*** Opening of Recorded information ***

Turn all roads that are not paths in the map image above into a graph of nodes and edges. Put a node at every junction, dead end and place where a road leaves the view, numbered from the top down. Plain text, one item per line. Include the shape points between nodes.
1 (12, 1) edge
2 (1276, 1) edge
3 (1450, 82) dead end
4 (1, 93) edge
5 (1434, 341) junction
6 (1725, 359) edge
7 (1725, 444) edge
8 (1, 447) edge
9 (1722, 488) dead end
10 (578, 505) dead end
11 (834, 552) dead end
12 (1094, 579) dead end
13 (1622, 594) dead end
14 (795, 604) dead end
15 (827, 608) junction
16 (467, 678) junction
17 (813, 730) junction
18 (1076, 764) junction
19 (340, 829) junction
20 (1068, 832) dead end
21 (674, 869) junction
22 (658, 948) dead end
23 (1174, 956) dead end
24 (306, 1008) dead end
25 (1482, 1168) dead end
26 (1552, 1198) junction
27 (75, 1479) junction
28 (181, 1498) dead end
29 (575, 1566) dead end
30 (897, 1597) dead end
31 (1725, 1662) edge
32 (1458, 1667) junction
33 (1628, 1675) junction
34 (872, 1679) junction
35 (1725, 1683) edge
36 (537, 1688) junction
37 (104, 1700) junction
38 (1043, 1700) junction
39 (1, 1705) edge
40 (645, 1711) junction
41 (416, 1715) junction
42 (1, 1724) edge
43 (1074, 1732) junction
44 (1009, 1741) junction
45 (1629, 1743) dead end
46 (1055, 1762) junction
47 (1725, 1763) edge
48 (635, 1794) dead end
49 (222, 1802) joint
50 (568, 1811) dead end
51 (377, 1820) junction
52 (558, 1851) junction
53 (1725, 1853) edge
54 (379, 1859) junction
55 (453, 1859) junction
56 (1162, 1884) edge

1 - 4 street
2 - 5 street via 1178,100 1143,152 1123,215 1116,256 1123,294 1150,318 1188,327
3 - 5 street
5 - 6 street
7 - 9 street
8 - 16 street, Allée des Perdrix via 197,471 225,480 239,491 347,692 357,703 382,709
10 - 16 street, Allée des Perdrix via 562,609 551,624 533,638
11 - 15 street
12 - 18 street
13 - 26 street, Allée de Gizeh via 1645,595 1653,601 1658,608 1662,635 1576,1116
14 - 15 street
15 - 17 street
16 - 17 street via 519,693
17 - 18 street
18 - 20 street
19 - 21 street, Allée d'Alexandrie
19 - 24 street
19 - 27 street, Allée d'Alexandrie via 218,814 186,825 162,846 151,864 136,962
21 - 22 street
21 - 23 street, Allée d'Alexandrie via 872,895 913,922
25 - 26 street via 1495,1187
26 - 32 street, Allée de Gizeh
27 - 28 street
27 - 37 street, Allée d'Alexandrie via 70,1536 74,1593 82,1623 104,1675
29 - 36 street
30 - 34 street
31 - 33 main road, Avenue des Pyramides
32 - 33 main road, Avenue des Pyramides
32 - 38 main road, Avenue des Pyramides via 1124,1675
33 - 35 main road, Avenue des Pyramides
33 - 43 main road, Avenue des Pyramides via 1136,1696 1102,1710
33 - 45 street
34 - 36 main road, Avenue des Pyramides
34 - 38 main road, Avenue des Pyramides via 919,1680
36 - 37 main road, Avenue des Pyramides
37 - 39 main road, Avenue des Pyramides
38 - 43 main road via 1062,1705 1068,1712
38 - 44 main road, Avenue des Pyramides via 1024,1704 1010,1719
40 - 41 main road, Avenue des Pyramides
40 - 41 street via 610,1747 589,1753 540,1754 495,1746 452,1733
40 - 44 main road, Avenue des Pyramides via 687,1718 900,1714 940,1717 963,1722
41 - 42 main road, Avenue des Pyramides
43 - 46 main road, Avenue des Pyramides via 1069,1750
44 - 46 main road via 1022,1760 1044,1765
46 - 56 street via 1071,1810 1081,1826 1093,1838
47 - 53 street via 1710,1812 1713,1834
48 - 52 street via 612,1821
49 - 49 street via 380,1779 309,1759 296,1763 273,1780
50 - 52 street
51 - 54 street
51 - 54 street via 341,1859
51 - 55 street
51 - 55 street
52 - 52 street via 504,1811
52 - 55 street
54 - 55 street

*** Close of Recorded information ***

■ **Task requirements**
Everything in the listing must be returned word for word.

■ **Solved exercise**
Turn all roads that are not paths in the map image above into a graph of nodes and edges. Put a node at every junction, dead end and place where a road leaves the view, numbered from the top down. Plain text, one item per line. Include the shape points between nodes.
1 (12, 1) edge
2 (1276, 1) edge
3 (1450, 82) dead end
4 (1, 93) edge
5 (1434, 341) junction
6 (1725, 359) edge
7 (1725, 444) edge
8 (1, 447) edge
9 (1722, 488) dead end
10 (578, 505) dead end
11 (834, 552) dead end
12 (1094, 579) dead end
13 (1622, 594) dead end
14 (795, 604) dead end
15 (827, 608) junction
16 (467, 678) junction
17 (813, 730) junction
18 (1076, 764) junction
19 (340, 829) junction
20 (1068, 832) dead end
21 (674, 869) junction
22 (658, 948) dead end
23 (1174, 956) dead end
24 (306, 1008) dead end
25 (1482, 1168) dead end
26 (1552, 1198) junction
27 (75, 1479) junction
28 (181, 1498) dead end
29 (575, 1566) dead end
30 (897, 1597) dead end
31 (1725, 1662) edge
32 (1458, 1667) junction
33 (1628, 1675) junction
34 (872, 1679) junction
35 (1725, 1683) edge
36 (537, 1688) junction
37 (104, 1700) junction
38 (1043, 1700) junction
39 (1, 1705) edge
40 (645, 1711) junction
41 (416, 1715) junction
42 (1, 1724) edge
43 (1074, 1732) junction
44 (1009, 1741) junction
45 (1629, 1743) dead end
46 (1055, 1762) junction
47 (1725, 1763) edge
48 (635, 1794) dead end
49 (222, 1802) joint
50 (568, 1811) dead end
51 (377, 1820) junction
52 (558, 1851) junction
53 (1725, 1853) edge
54 (379, 1859) junction
55 (453, 1859) junction
56 (1162, 1884) edge

1 - 4 street
2 - 5 street via 1178,100 1143,152 1123,215 1116,256 1123,294 1150,318 1188,327
3 - 5 street
5 - 6 street
7 - 9 street
8 - 16 street, Allée des Perdrix via 197,471 225,480 239,491 347,692 357,703 382,709
10 - 16 street, Allée des Perdrix via 562,609 551,624 533,638
11 - 15 street
12 - 18 street
13 - 26 street, Allée de Gizeh via 1645,595 1653,601 1658,608 1662,635 1576,1116
14 - 15 street
15 - 17 street
16 - 17 street via 519,693
17 - 18 street
18 - 20 street
19 - 21 street, Allée d'Alexandrie
19 - 24 street
19 - 27 street, Allée d'Alexandrie via 218,814 186,825 162,846 151,864 136,962
21 - 22 street
21 - 23 street, Allée d'Alexandrie via 872,895 913,922
25 - 26 street via 1495,1187
26 - 32 street, Allée de Gizeh
27 - 28 street
27 - 37 street, Allée d'Alexandrie via 70,1536 74,1593 82,1623 104,1675
29 - 36 street
30 - 34 street
31 - 33 main road, Avenue des Pyramides
32 - 33 main road, Avenue des Pyramides
32 - 38 main road, Avenue des Pyramides via 1124,1675
33 - 35 main road, Avenue des Pyramides
33 - 43 main road, Avenue des Pyramides via 1136,1696 1102,1710
33 - 45 street
34 - 36 main road, Avenue des Pyramides
34 - 38 main road, Avenue des Pyramides via 919,1680
36 - 37 main road, Avenue des Pyramides
37 - 39 main road, Avenue des Pyramides
38 - 43 main road via 1062,1705 1068,1712
38 - 44 main road, Avenue des Pyramides via 1024,1704 1010,1719
40 - 41 main road, Avenue des Pyramides
40 - 41 street via 610,1747 589,1753 540,1754 495,1746 452,1733
40 - 44 main road, Avenue des Pyramides via 687,1718 900,1714 940,1717 963,1722
41 - 42 main road, Avenue des Pyramides
43 - 46 main road, Avenue des Pyramides via 1069,1750
44 - 46 main road via 1022,1760 1044,1765
46 - 56 street via 1071,1810 1081,1826 1093,1838
47 - 53 street via 1710,1812 1713,1834
48 - 52 street via 612,1821
49 - 49 street via 380,1779 309,1759 296,1763 273,1780
50 - 52 street
51 - 54 street
51 - 54 street via 341,1859
51 - 55 street
51 - 55 street
52 - 52 street via 504,1811
52 - 55 street
54 - 55 street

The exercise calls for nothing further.